In the last 15 or so years, land-based tourism has grown in the Galapagos, while fewer people are choosing to cruise. But the Galapagos are not a place for independent travelers to roam free. Ninety-seven percent of the land belongs to Galapagos National Park, and you must have a guide to visit the park.

If you do decide to arrange things on your own, the easiest way is to fly into the larger airport on Baltra and take a water taxi to Puerto Ayora. This town of 12,000 is the most populated in the Galapagos. Stay at the upscale Finch Bay Hotel, which will arrange your tours to other islands on its yacht. Or visit the main tourist strip, with dozens of storefronts where you can arrange lower-cost island-hopping. There’s also a smaller airport on San Cristobal in the town of Puerto Baquerizo Moreno (pop. 6,000), the capital of Galapagos province, which also has touring opportunities.

I’ve gone to the Galapagos twice, both times on cruises. The first time was with Ecoventura, and more recently with Hurtigruten Expeditions. The government tightly controls ship-based tourism, capping berths at 100 per ship. The national park limits how many people can visit sites on which islands, doling out time slots so that they are never very crowded. Joining a cruise seems much easier because you don’t have to arrange your guides. The ship travels at night so you can visit more remote islands than you could if you were just doing day trips from a hotel, and your guides and crew do all the work.

Galapagos wildlife activities

In addition to having to love natural science, a Galapagos cruise requires a higher level of physical fitness than you’ll need on many larger cruise ships.

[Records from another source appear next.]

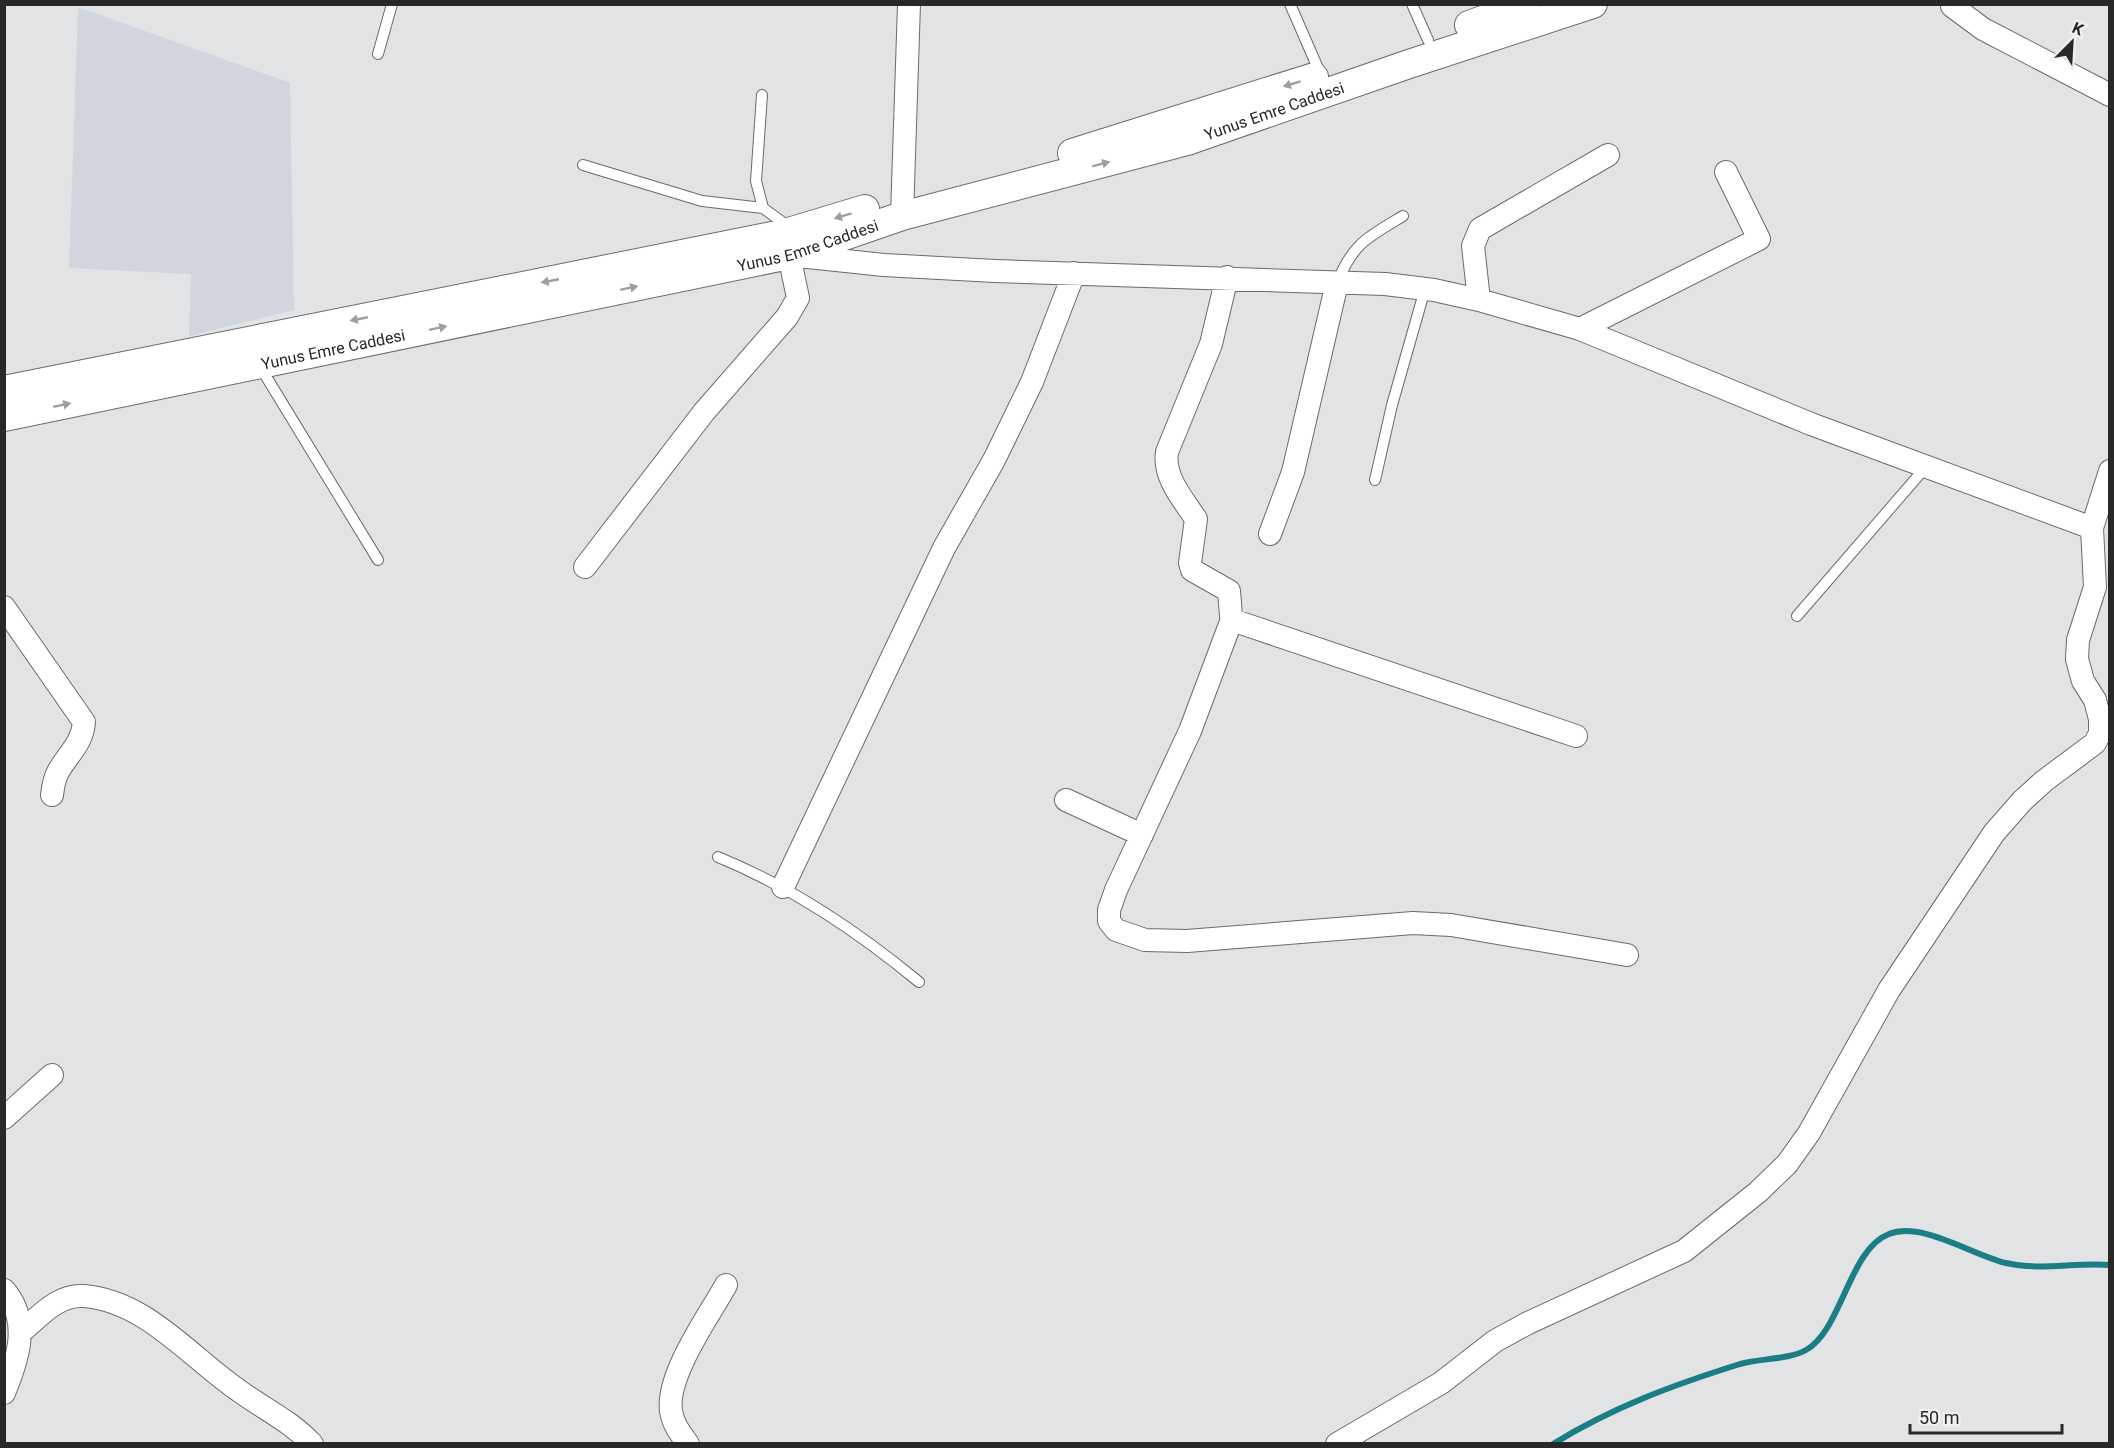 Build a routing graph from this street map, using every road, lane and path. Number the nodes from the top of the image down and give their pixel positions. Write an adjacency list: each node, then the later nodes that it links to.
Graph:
1 (392, 4): 9 (lane)
2 (909, 4): 16 (street)
3 (1290, 4): 10 (lane)
4 (1412, 4): 8 (lane)
5 (1593, 4): 16 (street, Yunus Emre Caddesi, one-way to 5)
6 (1952, 6): 12 (street)
7 (1512, 7): 8 (street, Yunus Emre Caddesi)
8 (1428, 39): 10 (street, Yunus Emre Caddesi)
9 (378, 54)
10 (1321, 75): 16 (street, Yunus Emre Caddesi, one-way to 16)
11 (762, 95): 17 (lane)
12 (2109, 95)
13 (1608, 155): 24 (street)
14 (583, 165): 17 (lane)
15 (1726, 172): 25 (street)
16 (902, 206): 19 (street, Yunus Emre Caddesi)
17 (763, 208): 19 (lane)
18 (1403, 216): 22 (lane)
19 (791, 243): 20 (street); 26 (street, Yunus Emre Caddesi, one-way to 19); 27 (street, Yunus Emre Caddesi, one-way to 27); 35 (street)
20 (1074, 273): 21 (street); 44 (street)
21 (1227, 277): 22 (street); 38 (street)
22 (1337, 283): 23 (street); 33 (street)
23 (1425, 289): 24 (street); 31 (lane)
24 (1479, 300): 25 (street)
25 (1580, 329): 29 (street)
26 (258, 365): 28 (street, Yunus Emre Caddesi, one-way to 26); 34 (lane)
27 (4, 390)
28 (4, 417)
29 (1925, 468): 32 (street); 37 (lane)
30 (2109, 471): 32 (street)
31 (1375, 480)
32 (2092, 528): 55 (street)
33 (1270, 534)
34 (378, 560)
35 (585, 567)
36 (4, 607): 40 (street)
37 (1797, 616)
38 (1232, 619): 39 (street); 42 (street)
39 (1576, 736)
40 (51, 795)
41 (1066, 800): 42 (street)
42 (1142, 835): 45 (street)
43 (718, 857): 44 (lane)
44 (783, 887): 46 (lane)
45 (1627, 955)
46 (919, 982)
47 (52, 1075): 48 (street)
48 (4, 1118)
49 (726, 1284): 54 (street)
50 (4, 1290): 51 (street)
51 (22, 1331): 52 (street); 53 (street)
52 (4, 1393)
53 (312, 1443)
54 (688, 1443)
55 (1337, 1443)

Don’t expect elevators onboard. Also, you’ll have to be able to get on and off Zodiac boats. The crew will assist you, but that little rubber boat may be rocking. One day, we had four separate roundtrips in Zodiacs.

Wildlife watching is the main Galapagos activity. Hurtigruten guests look for what the staff terms “the Big 15.” In Africa, the famous Big 5—lion, leopard, rhino, elephant, African buffalo–are all large land animals. The Galapagos’ Big 15 are birds, reptiles and marine mammals. In one single Zodiac ride, we saw six of them all in one place: Galapagos penguins, sea lions, fur seals, marine iguanas, blue-footed boobies and flightless cormorants.

Galapagos Albatross

The Galapagos Albatross is a curious bird, cautious at first, but easily approachable once your good behavior is established. Photo by John Chardine

Different landscapes, different animals

The oldest of this volcanic chain of islands is about five million years old, while the newer, more western islands may have formed only 700,000 years ago. Some are flatter, all-black volcanic rock and scrubby red and gold bushes. Others have more nuanced geography, such as Santa Cruz Island where giant tortoises make their homes amid the lush greenery at higher elevations.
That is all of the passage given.